Prashant Bhushan knows he cannot fight the fight alone. Who then could be his allies to cover the flanks? Theoretically, Prashant represents every earnest politician’s dream by speaking for the common man and against the most powerful. He has targeted corruption during the Congress party rule as forcefully as he has probed shady deals during the Modi era.
How and what does Rahul Gandhi bring to the political field to complement Prashant Bhushan’s fight? The young Gandhi knows that he is maligned by opponents as a Johnny-come-lately. He is called names by the prime minister and at his behest by the media. The prime minister has sworn to evict the Congress party from India’s political arena.
Put two and two together. He wants a Congress without the Gandhis. Why? Rahul has spoken up on the government’s mishandling of China. He has called out the government over the secret Rafale warplanes deal. He has taken on Modi on the apparent incompetence with which the coronavirus pandemic has been approached. He has expressed his dismay at the way the Ayodhya temple project has been hijacked by the party in power.
When most TV channels show Rahul as mentally ill-equipped to lead the party, they are warming the cockles of the hearts of the very tycoons he has named in parliament and outside — as did his grandfather Feroze Gandhi — as beneficiaries of corruption.
Strikingly close to Prashant’s stand in the supreme court, Rahul has said it openly: he would continue to slam the government’s anti-people policies even if it costs him his political career. One can’t think of another current politician ready to put his career on the line as Rahul Gandhi is ready to do. There are other reasons why many in the press hate his guts. We need to go into the background a bit.

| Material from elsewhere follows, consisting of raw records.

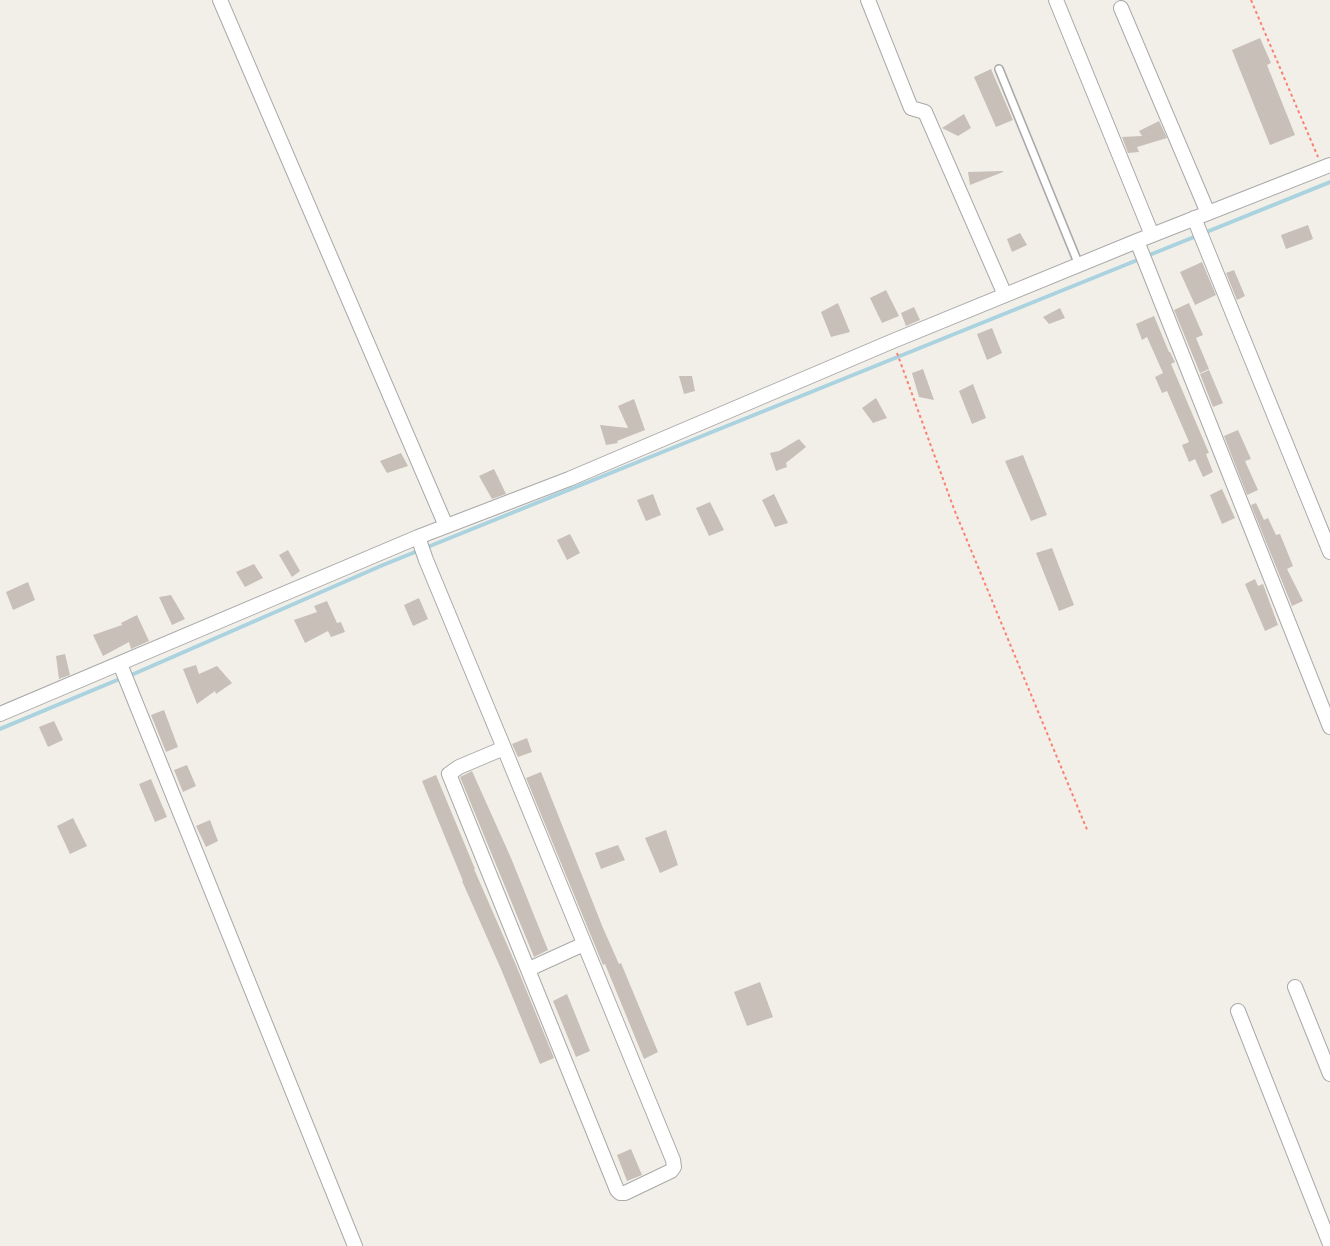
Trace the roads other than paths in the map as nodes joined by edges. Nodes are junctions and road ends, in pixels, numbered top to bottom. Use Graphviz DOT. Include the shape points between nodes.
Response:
graph roads {
  1 [pos="220,0"];
  2 [pos="868,0"];
  3 [pos="1056,0"];
  4 [pos="1121,9"];
  5 [pos="999,69"];
  6 [pos="1327,167"];
  7 [pos="1200,219"];
  8 [pos="1152,235"];
  9 [pos="1138,244"];
  10 [pos="1079,265"];
  11 [pos="1005,295"];
  12 [pos="446,526"];
  13 [pos="419,539"];
  14 [pos="1330,552"];
  15 [pos="121,667"];
  16 [pos="0,714"];
  17 [pos="1330,727"];
  18 [pos="504,748"];
  19 [pos="584,944"];
  20 [pos="529,969"];
  21 [pos="1295,987"];
  22 [pos="1238,1011"];
  23 [pos="1330,1074"];
  24 [pos="1330,1244"];
  25 [pos="356,1246"];
  1 -- 12 [label="street"];
  2 -- 11 [label="street" via="911,108 925,112"];
  3 -- 8 [label="street"];
  4 -- 7 [label="street"];
  5 -- 10 [label="lane"];
  6 -- 7 [label="street"];
  7 -- 8 [label="street"];
  7 -- 14 [label="street" via="1204,242"];
  8 -- 9 [label="street"];
  9 -- 10 [label="street"];
  9 -- 17 [label="street"];
  10 -- 11 [label="street"];
  11 -- 12 [label="street" via="569,479"];
  12 -- 13 [label="street"];
  13 -- 15 [label="street"];
  13 -- 18 [label="street"];
  15 -- 16 [label="street"];
  15 -- 25 [label="street"];
  18 -- 19 [label="street"];
  18 -- 20 [label="street" via="449,774"];
  19 -- 20 [label="street"];
  19 -- 20 [label="street" via="674,1167 625,1193 617,1190"];
  21 -- 23 [label="street"];
  22 -- 24 [label="street"];
}
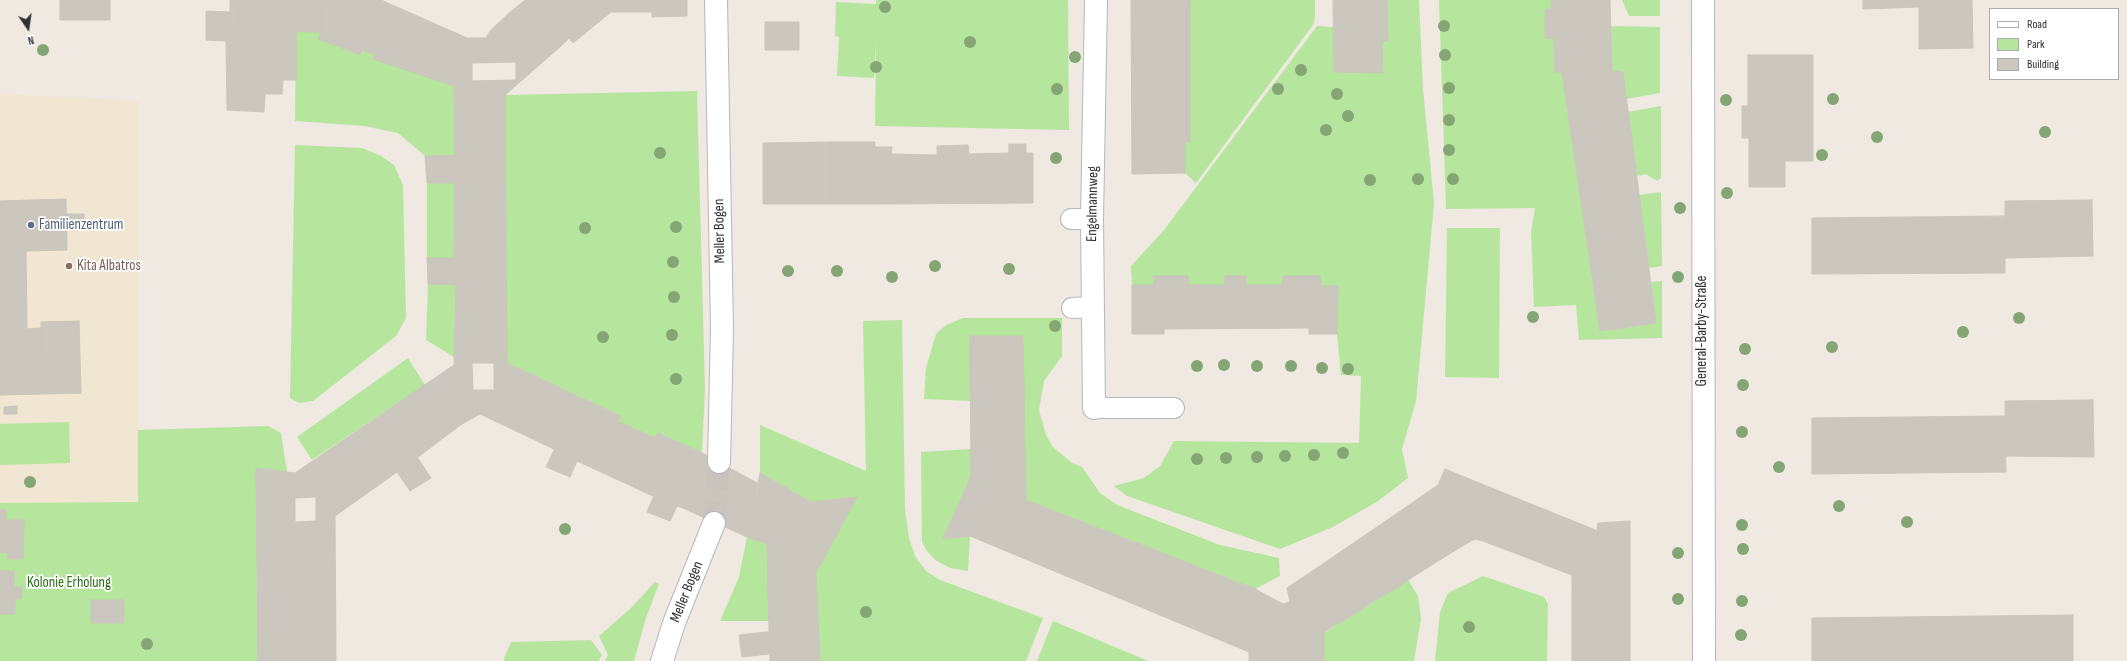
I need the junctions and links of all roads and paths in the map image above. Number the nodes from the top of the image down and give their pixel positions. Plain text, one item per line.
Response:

When P.V. Narasimha Rao demitted office in 1996, Congress treasurer Sitaram Kesri was elected the party president. He was a backward caste Hindu from Bihar who spoke well of the Gandhi family, a family that was still recovering from the trauma of losing Rajiv Gandhi to a suicide bomber during an election rally in 1991.
The Congress had shrunk in seats and prestige, and Kesri was busy stitching up alliances, something that the Congress needs to do more fervently today. Dalit leader Mayawati, the Left Front and other backward caste leaders were being approached. The Bombay business lobby resented this. That’s when Pranab Mukherjee led the charge against Kesri. The Congress president was locked up in the toilet and his board removed, all in the name of Sonia Gandhi.
Kesri told people close to him that Sonia had nothing to do with his ouster. It was a move to use her shoulder to instal a candidate loyal to the business club. They used Sonia Gandhi to shore up pro-market Manmohan Singh but they also resented it when she set up the National Advisory Council to counter the fallout of Singh’s pro-market economic policies on the poor. It was not surprising that the second tenure of Manmohan Singh became a melee with senior journalists advising the government on who to appoint ministers with which portfolio, and they were doing it on behalf of sponsors in Mumbai.
One of the names that figured as the conduit in the media-politicians-business club at the time was of a Congress leader who also authored a letter that prompted Sonia Gandhi to offer to resign on Monday. How does an interim president resign though? No Gandhi wants to be party president, anyway. And they call the family feudal. Hopefully, Prashant Bhushan and Rahul Gandhi will seize the moment that destiny has thrown at them, and not quibble over their misleading names.